WORK INSTRUCTION | Copy out all of the entries, keeping every word the same.

[Dataset entries]
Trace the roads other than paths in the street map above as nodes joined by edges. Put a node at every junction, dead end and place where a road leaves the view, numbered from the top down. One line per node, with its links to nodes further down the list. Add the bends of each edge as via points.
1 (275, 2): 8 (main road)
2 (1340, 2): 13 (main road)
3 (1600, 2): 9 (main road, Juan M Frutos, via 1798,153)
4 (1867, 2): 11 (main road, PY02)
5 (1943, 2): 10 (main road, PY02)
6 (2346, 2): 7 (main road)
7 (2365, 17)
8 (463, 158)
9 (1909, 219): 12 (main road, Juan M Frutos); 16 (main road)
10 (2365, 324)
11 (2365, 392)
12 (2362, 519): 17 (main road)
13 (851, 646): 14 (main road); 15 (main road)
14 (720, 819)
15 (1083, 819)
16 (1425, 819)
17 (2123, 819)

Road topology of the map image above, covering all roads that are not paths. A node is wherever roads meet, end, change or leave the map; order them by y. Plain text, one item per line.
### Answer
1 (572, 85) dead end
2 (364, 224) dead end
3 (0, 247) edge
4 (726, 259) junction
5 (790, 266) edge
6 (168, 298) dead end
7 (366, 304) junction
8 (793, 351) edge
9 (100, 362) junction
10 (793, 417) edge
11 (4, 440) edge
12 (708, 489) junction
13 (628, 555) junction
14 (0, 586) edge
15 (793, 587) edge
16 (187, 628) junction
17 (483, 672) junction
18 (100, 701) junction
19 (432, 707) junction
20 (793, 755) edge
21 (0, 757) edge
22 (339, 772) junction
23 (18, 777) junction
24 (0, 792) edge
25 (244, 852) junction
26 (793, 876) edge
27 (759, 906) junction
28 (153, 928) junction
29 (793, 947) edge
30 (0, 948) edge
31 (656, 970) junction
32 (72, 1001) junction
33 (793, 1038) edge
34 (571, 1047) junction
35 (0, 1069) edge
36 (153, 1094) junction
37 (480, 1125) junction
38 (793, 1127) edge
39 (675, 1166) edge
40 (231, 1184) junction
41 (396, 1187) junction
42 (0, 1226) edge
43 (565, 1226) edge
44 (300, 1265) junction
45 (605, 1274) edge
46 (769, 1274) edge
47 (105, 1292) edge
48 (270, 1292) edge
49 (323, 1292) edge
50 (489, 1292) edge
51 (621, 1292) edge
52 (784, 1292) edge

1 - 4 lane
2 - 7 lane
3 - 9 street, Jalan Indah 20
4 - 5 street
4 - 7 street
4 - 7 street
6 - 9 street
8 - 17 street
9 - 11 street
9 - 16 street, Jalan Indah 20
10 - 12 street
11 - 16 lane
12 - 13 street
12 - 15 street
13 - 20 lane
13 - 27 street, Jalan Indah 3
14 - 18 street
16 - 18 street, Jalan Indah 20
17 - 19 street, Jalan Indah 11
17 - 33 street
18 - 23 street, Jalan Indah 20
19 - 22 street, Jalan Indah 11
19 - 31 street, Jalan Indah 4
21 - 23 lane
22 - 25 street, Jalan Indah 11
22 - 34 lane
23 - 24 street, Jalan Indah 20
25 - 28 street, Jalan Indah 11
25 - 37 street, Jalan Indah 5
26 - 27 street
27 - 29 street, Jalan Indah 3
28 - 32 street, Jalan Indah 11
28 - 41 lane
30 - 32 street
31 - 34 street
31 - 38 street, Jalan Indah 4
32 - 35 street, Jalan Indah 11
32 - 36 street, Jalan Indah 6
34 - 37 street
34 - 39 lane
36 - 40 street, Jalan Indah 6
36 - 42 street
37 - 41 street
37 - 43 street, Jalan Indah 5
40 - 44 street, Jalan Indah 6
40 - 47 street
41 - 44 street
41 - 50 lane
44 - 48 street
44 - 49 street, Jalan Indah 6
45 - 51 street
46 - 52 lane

EXPECTED OUTPUT |
Trace the roads other than paths in the street map above as nodes joined by edges. Put a node at every junction, dead end and place where a road leaves the view, numbered from the top down. One line per node, with its links to nodes further down the list. Add the bends of each edge as via points.
1 (275, 2): 8 (main road)
2 (1340, 2): 13 (main road)
3 (1600, 2): 9 (main road, Juan M Frutos, via 1798,153)
4 (1867, 2): 11 (main road, PY02)
5 (1943, 2): 10 (main road, PY02)
6 (2346, 2): 7 (main road)
7 (2365, 17)
8 (463, 158)
9 (1909, 219): 12 (main road, Juan M Frutos); 16 (main road)
10 (2365, 324)
11 (2365, 392)
12 (2362, 519): 17 (main road)
13 (851, 646): 14 (main road); 15 (main road)
14 (720, 819)
15 (1083, 819)
16 (1425, 819)
17 (2123, 819)

Road topology of the map image above, covering all roads that are not paths. A node is wherever roads meet, end, change or leave the map; order them by y. Plain text, one item per line.
### Answer
1 (572, 85) dead end
2 (364, 224) dead end
3 (0, 247) edge
4 (726, 259) junction
5 (790, 266) edge
6 (168, 298) dead end
7 (366, 304) junction
8 (793, 351) edge
9 (100, 362) junction
10 (793, 417) edge
11 (4, 440) edge
12 (708, 489) junction
13 (628, 555) junction
14 (0, 586) edge
15 (793, 587) edge
16 (187, 628) junction
17 (483, 672) junction
18 (100, 701) junction
19 (432, 707) junction
20 (793, 755) edge
21 (0, 757) edge
22 (339, 772) junction
23 (18, 777) junction
24 (0, 792) edge
25 (244, 852) junction
26 (793, 876) edge
27 (759, 906) junction
28 (153, 928) junction
29 (793, 947) edge
30 (0, 948) edge
31 (656, 970) junction
32 (72, 1001) junction
33 (793, 1038) edge
34 (571, 1047) junction
35 (0, 1069) edge
36 (153, 1094) junction
37 (480, 1125) junction
38 (793, 1127) edge
39 (675, 1166) edge
40 (231, 1184) junction
41 (396, 1187) junction
42 (0, 1226) edge
43 (565, 1226) edge
44 (300, 1265) junction
45 (605, 1274) edge
46 (769, 1274) edge
47 (105, 1292) edge
48 (270, 1292) edge
49 (323, 1292) edge
50 (489, 1292) edge
51 (621, 1292) edge
52 (784, 1292) edge

1 - 4 lane
2 - 7 lane
3 - 9 street, Jalan Indah 20
4 - 5 street
4 - 7 street
4 - 7 street
6 - 9 street
8 - 17 street
9 - 11 street
9 - 16 street, Jalan Indah 20
10 - 12 street
11 - 16 lane
12 - 13 street
12 - 15 street
13 - 20 lane
13 - 27 street, Jalan Indah 3
14 - 18 street
16 - 18 street, Jalan Indah 20
17 - 19 street, Jalan Indah 11
17 - 33 street
18 - 23 street, Jalan Indah 20
19 - 22 street, Jalan Indah 11
19 - 31 street, Jalan Indah 4
21 - 23 lane
22 - 25 street, Jalan Indah 11
22 - 34 lane
23 - 24 street, Jalan Indah 20
25 - 28 street, Jalan Indah 11
25 - 37 street, Jalan Indah 5
26 - 27 street
27 - 29 street, Jalan Indah 3
28 - 32 street, Jalan Indah 11
28 - 41 lane
30 - 32 street
31 - 34 street
31 - 38 street, Jalan Indah 4
32 - 35 street, Jalan Indah 11
32 - 36 street, Jalan Indah 6
34 - 37 street
34 - 39 lane
36 - 40 street, Jalan Indah 6
36 - 42 street
37 - 41 street
37 - 43 street, Jalan Indah 5
40 - 44 street, Jalan Indah 6
40 - 47 street
41 - 44 street
41 - 50 lane
44 - 48 street
44 - 49 street, Jalan Indah 6
45 - 51 street
46 - 52 lane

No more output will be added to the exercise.